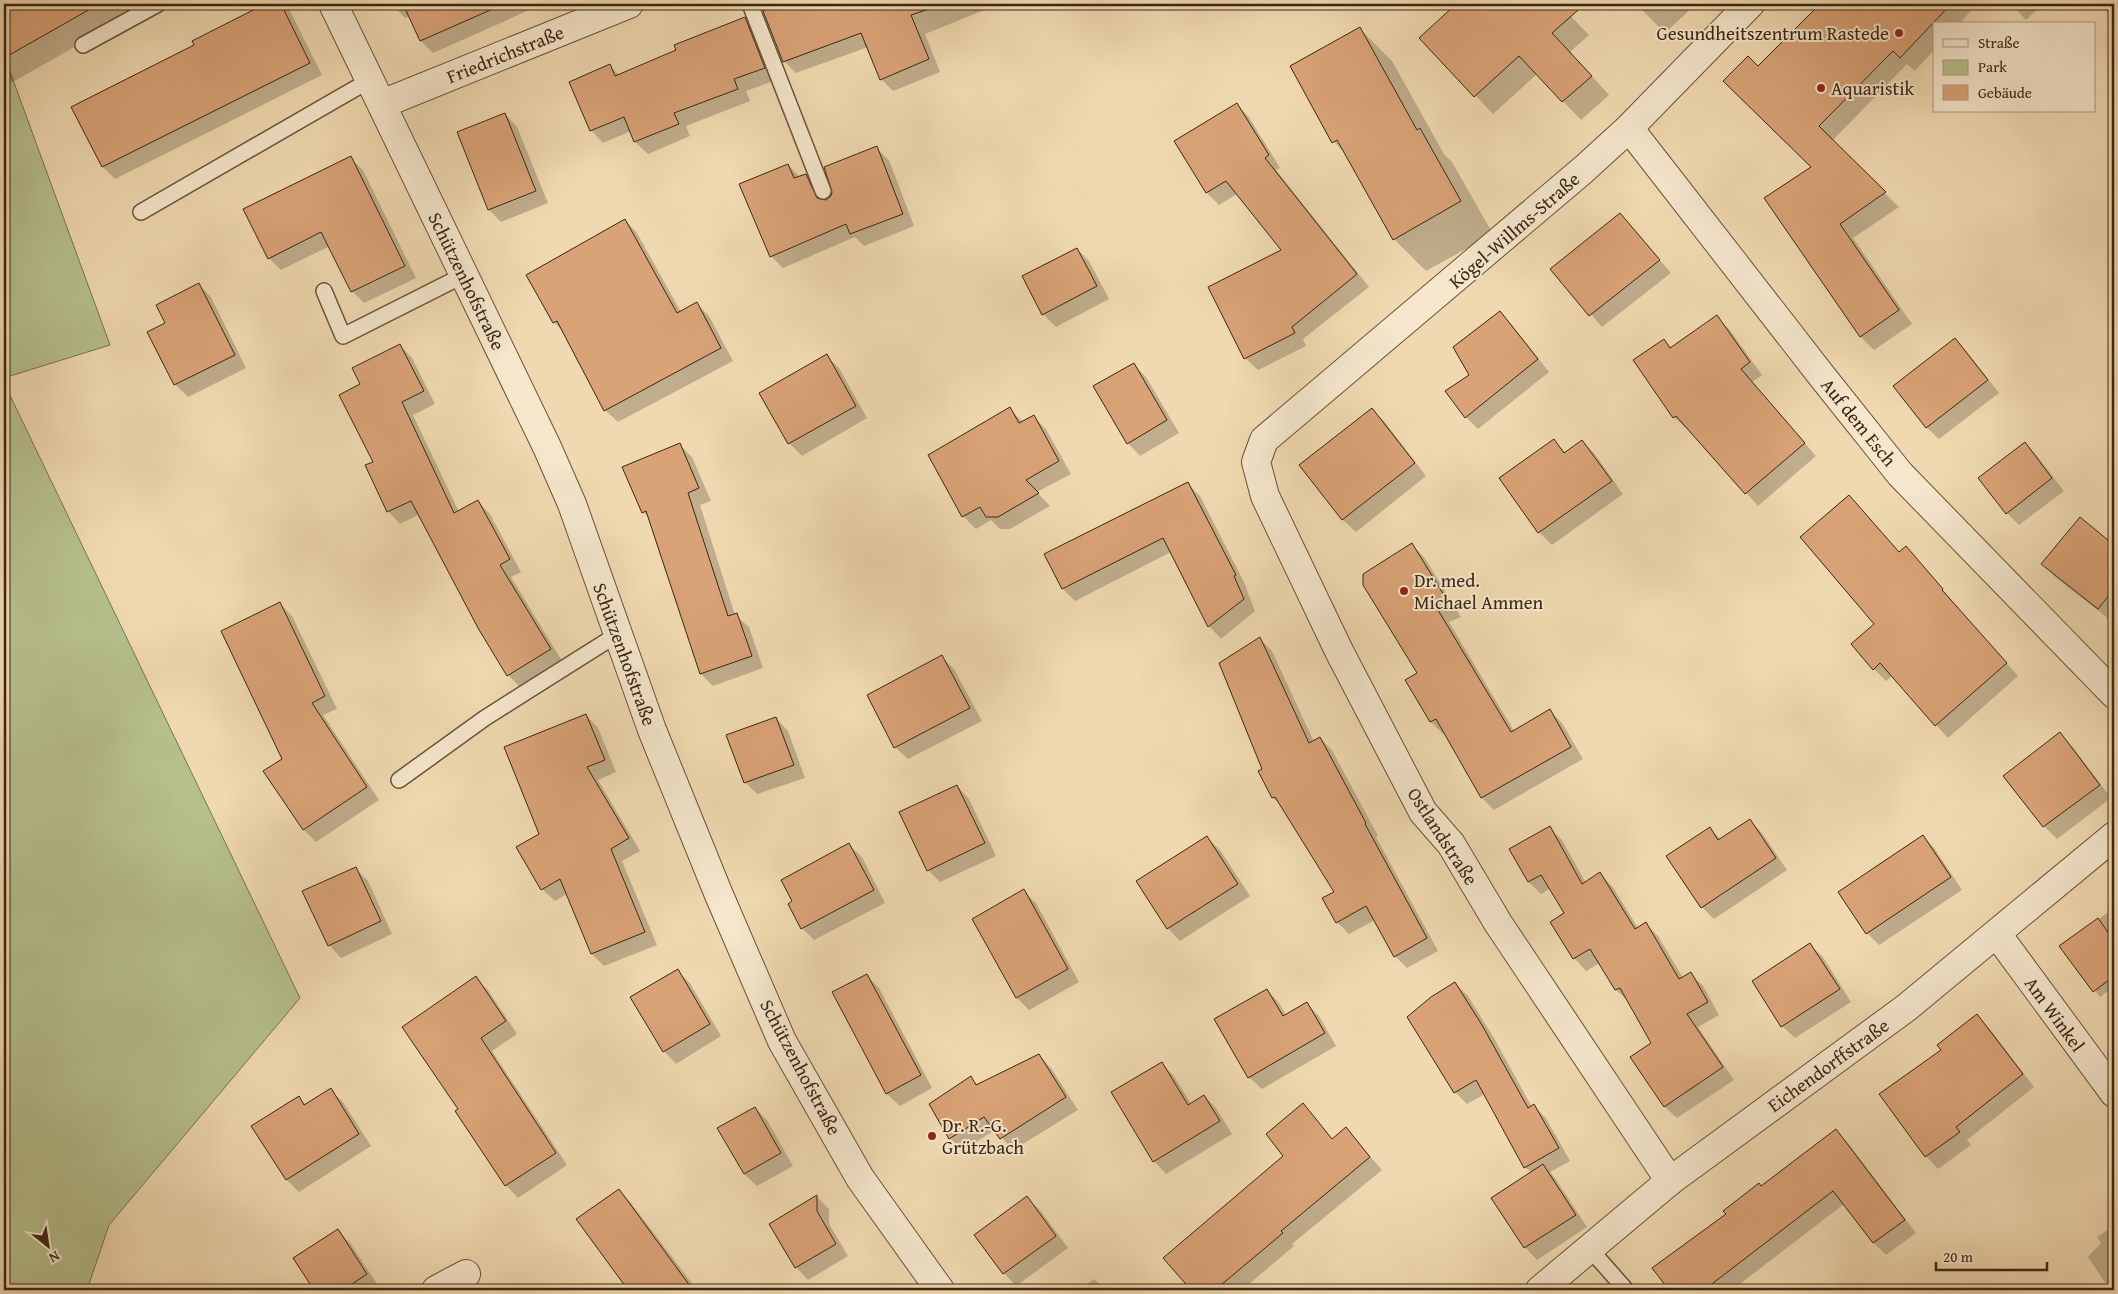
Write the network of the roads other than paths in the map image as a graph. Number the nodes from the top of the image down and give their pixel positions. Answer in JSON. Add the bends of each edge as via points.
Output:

.....

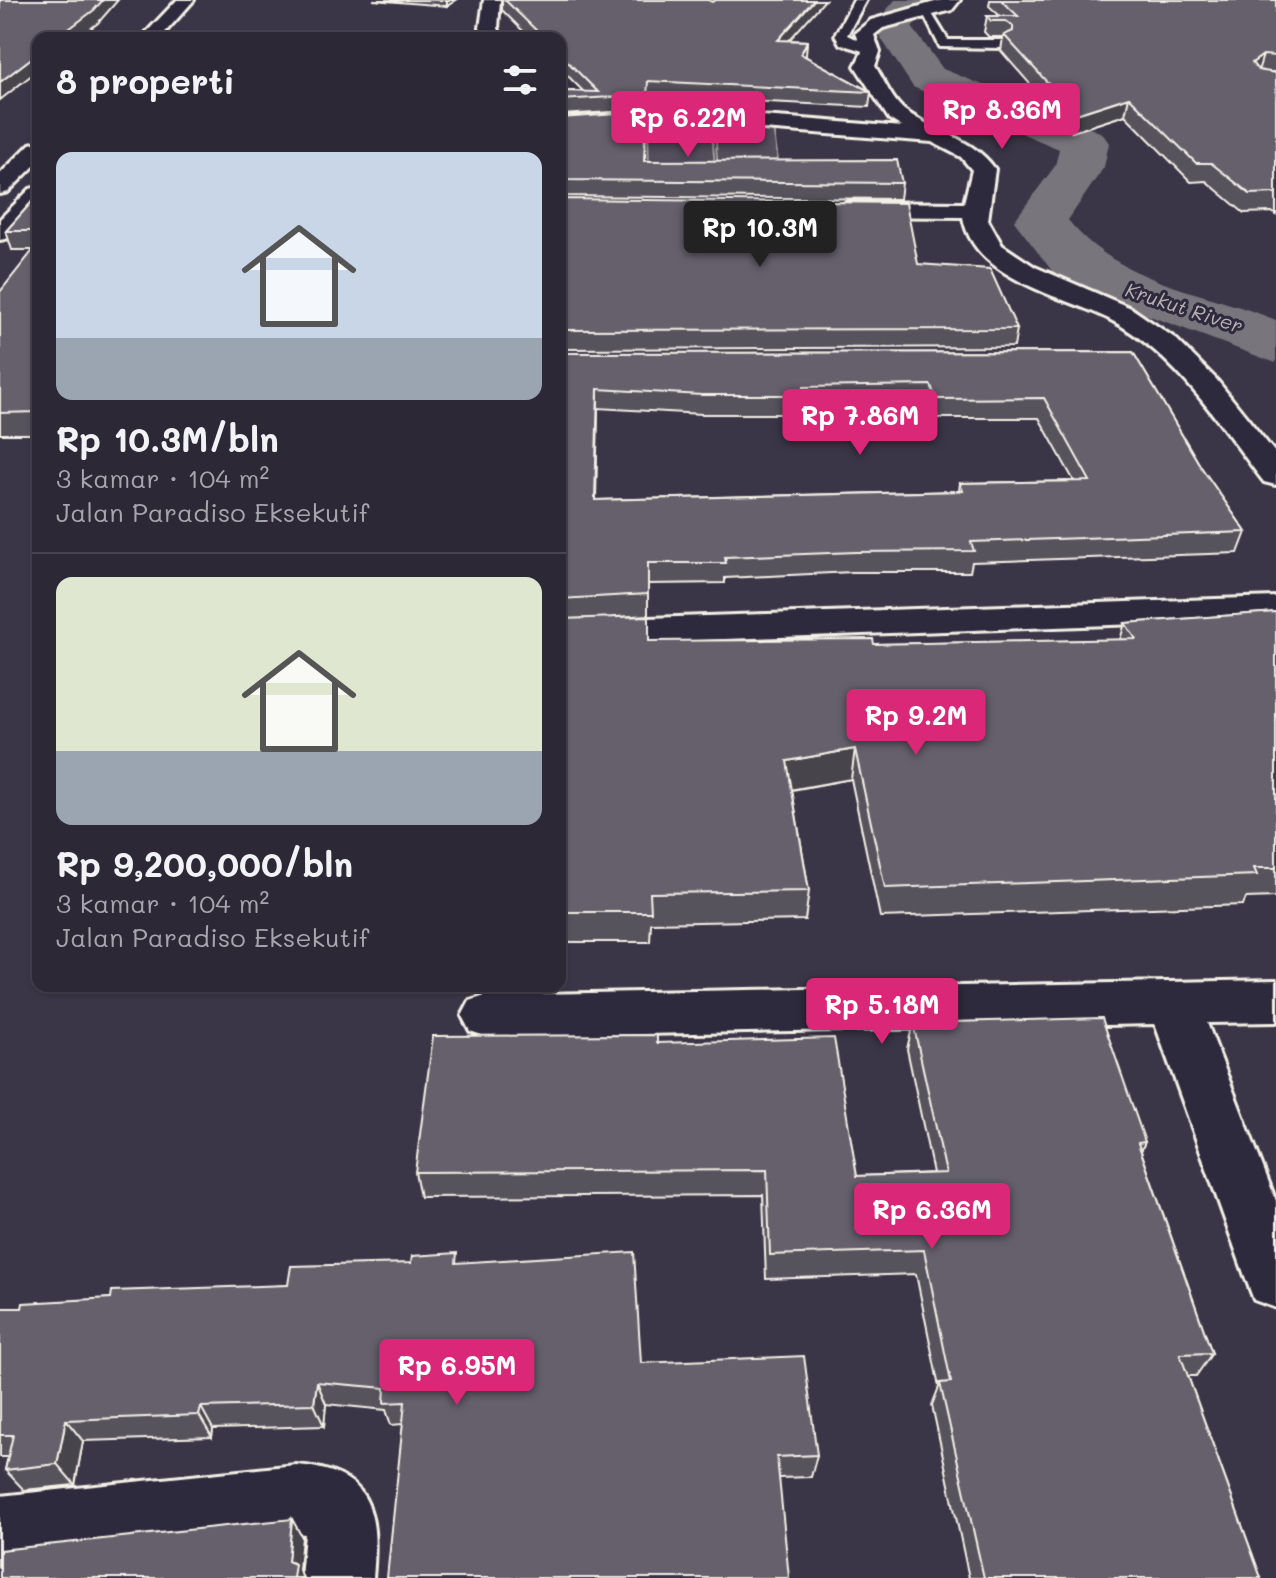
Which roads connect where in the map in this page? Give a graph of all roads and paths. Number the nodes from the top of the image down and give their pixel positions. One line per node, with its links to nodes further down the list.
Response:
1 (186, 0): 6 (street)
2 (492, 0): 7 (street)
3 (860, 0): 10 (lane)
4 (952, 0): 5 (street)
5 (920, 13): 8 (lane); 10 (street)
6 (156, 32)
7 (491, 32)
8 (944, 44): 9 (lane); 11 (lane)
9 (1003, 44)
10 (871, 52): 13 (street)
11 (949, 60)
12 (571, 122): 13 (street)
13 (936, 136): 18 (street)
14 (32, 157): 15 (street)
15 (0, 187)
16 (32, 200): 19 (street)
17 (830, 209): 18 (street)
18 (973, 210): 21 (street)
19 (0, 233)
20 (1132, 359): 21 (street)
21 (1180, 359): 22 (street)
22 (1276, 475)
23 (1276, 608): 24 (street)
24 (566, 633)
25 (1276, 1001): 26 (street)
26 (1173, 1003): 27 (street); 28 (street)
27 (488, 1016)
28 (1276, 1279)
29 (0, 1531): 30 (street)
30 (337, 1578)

.....

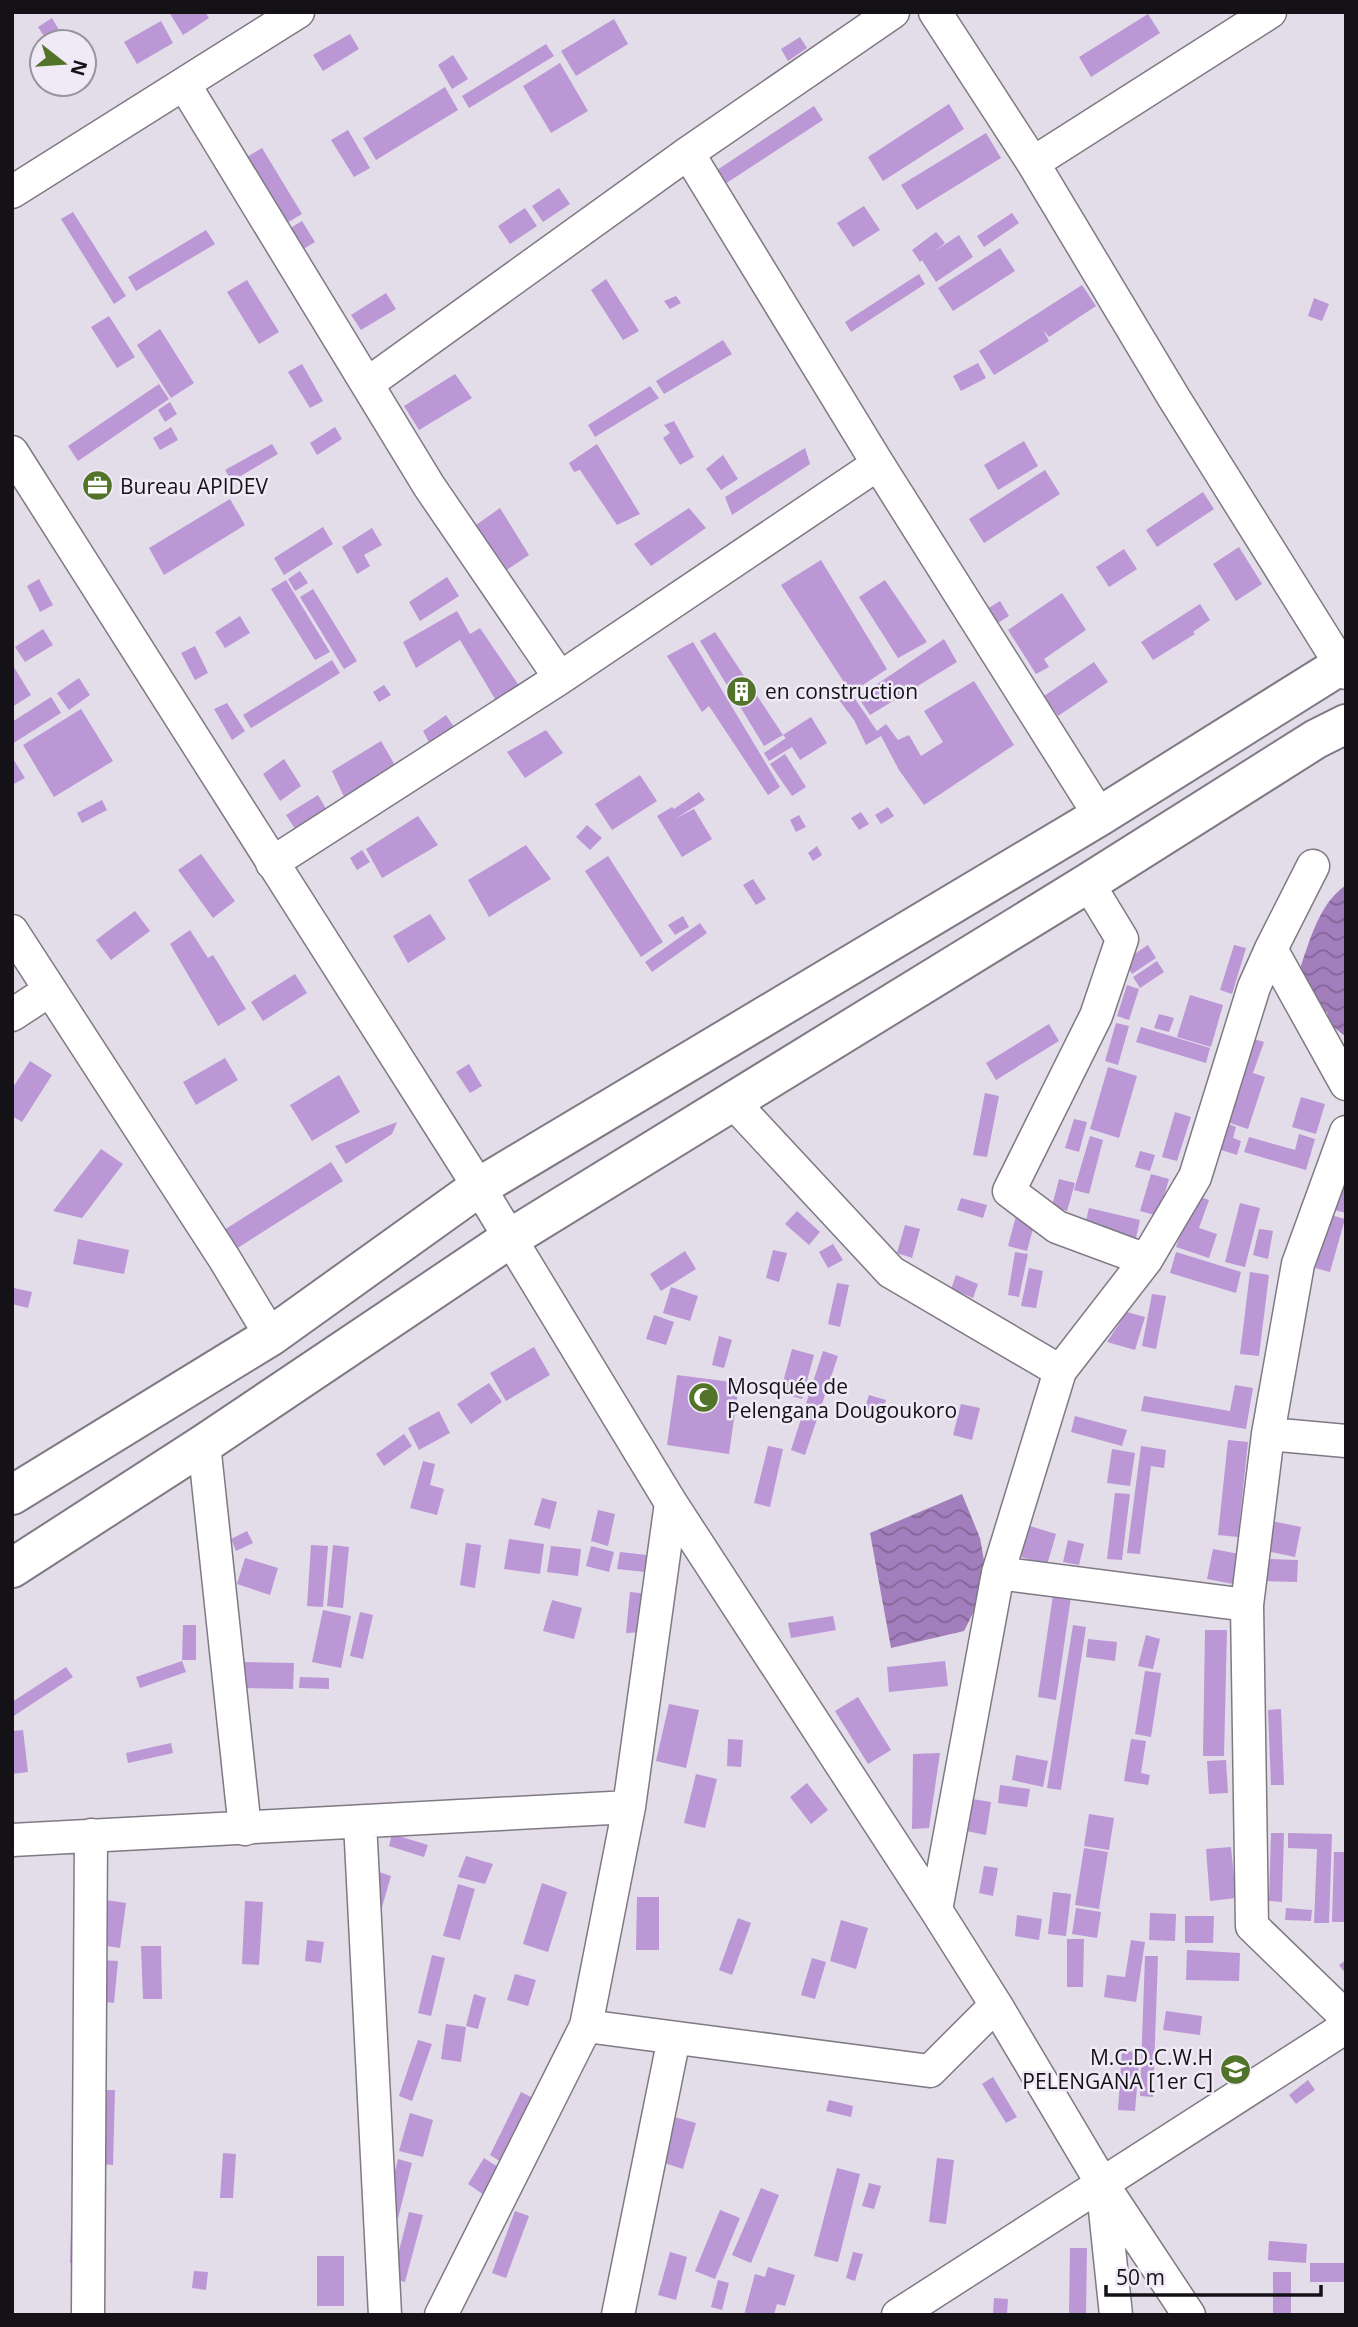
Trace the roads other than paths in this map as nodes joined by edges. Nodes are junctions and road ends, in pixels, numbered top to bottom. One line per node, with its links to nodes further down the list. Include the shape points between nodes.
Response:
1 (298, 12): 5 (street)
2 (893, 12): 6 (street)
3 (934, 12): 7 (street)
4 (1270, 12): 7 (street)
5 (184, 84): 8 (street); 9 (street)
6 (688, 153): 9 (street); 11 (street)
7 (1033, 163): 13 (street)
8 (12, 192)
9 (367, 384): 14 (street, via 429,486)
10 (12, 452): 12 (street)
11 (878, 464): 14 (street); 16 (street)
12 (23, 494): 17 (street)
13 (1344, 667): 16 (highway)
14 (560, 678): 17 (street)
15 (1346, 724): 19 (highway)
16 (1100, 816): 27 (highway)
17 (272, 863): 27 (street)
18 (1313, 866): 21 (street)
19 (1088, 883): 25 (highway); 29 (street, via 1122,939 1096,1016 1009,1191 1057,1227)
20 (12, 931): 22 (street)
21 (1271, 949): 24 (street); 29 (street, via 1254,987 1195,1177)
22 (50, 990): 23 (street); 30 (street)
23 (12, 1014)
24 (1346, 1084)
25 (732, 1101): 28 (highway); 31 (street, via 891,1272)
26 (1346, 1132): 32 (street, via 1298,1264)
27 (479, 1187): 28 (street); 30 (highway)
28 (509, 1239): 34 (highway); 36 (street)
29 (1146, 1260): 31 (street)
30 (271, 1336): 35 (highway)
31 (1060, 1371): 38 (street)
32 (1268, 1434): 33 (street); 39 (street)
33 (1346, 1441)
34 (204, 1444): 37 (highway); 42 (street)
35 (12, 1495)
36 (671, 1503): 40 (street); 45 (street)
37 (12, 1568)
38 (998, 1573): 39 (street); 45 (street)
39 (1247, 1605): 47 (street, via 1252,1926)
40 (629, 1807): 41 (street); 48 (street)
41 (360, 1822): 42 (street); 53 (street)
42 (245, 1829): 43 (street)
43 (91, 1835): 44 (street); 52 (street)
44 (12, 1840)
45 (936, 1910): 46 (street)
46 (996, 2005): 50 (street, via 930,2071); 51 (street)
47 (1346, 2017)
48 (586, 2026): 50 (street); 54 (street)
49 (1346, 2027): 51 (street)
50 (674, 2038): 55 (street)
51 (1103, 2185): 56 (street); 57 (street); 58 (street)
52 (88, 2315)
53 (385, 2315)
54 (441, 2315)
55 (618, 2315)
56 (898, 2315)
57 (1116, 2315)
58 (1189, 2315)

.....

Scan the lines above for the word "roads" and copy every one where it occurs.

Write the network of the roads other than paths in the map image as a graph. Number the nodes from the top of the image down and give their pixel positions. Answer in JSON. Add the bends of each edge as via points.
Which roads connect where in the map in this page? Give a graph of all roads and paths. Number the nodes from the top of the image down and give their pixel positions. One line per node, with its links to nodes further down the list.
Trace the roads other than paths in this map as nodes joined by edges. Nodes are junctions and road ends, in pixels, numbered top to bottom. One line per node, with its links to nodes further down the list. Include the shape points between nodes.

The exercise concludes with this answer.